The limitation is that models sometimes cite approximate locations. For high-stakes documents, always verify citations against the source.
Meeting Summaries vs. Document Summaries vs. Email Summaries
These three contexts require different prompt structures.
Meeting transcripts are chronological conversations with multiple speakers, often with tangents and repetition. The key information is rarely evenly distributed. Effective meeting summary prompts emphasize:
You are summarizing a meeting transcript. Focus on:
1. Decisions made (not discussions that led to decisions)
2. Action items: who will do what by when
3. Open questions that need follow-up
4. Blockers raised
Do not summarize general discussion or social exchanges. Skip anything that was ultimately overridden by a later decision.
Transcript:
[transcript]
Document summaries (reports, papers, contracts) have formal structure. The model can lean on section headings. The key prompt technique is asking for a structured output that mirrors the document's own structure:
Summarize this report. For each major section, write 1-2 sentences capturing the key finding or recommendation. Preserve the section structure.

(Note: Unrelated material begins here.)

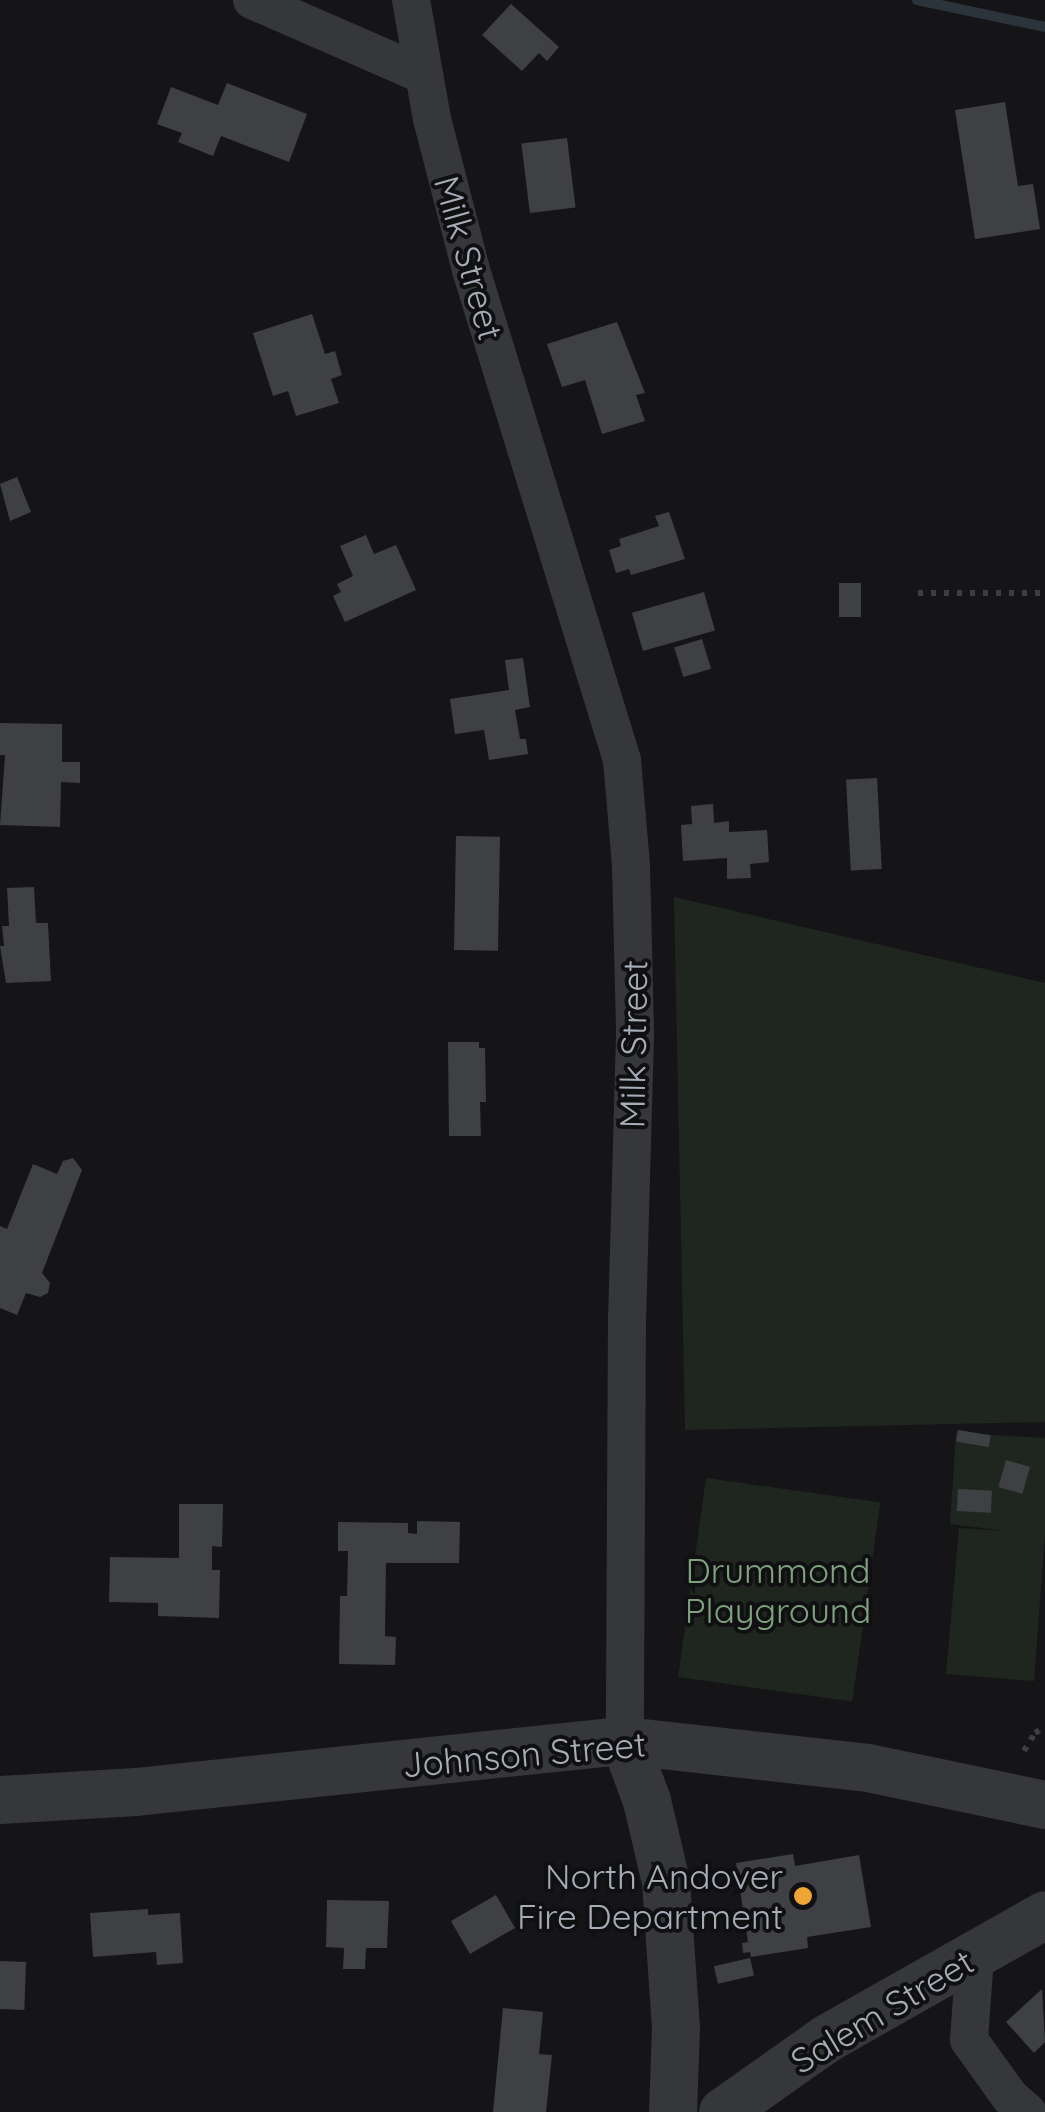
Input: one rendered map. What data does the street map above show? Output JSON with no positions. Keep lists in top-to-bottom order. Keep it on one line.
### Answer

If a section contains data or statistics, include the most important number.
Email summaries are short by nature, but email threads can be long. The critical distinction is summarizing the thread state (what is the current status?) vs. summarizing every email:
Summarize this email thread. Focus on:
- The original request or question
- The current status or resolution
- Any outstanding items
Do not summarize each email individually. Summarize the thread as a whole.
Handling Hallucination in Summaries
Models occasionally add details that were not in the source text, especially when the source is ambiguous or the model is "filling in" expected information. Two techniques reduce this:
Explicit grounding instruction: "Only include information that appears in the provided text. Do not infer, extrapolate, or add context from your training data."
Negative constraint: "If a specific detail (date, number, name) is not mentioned in the text, do not include it in the summary."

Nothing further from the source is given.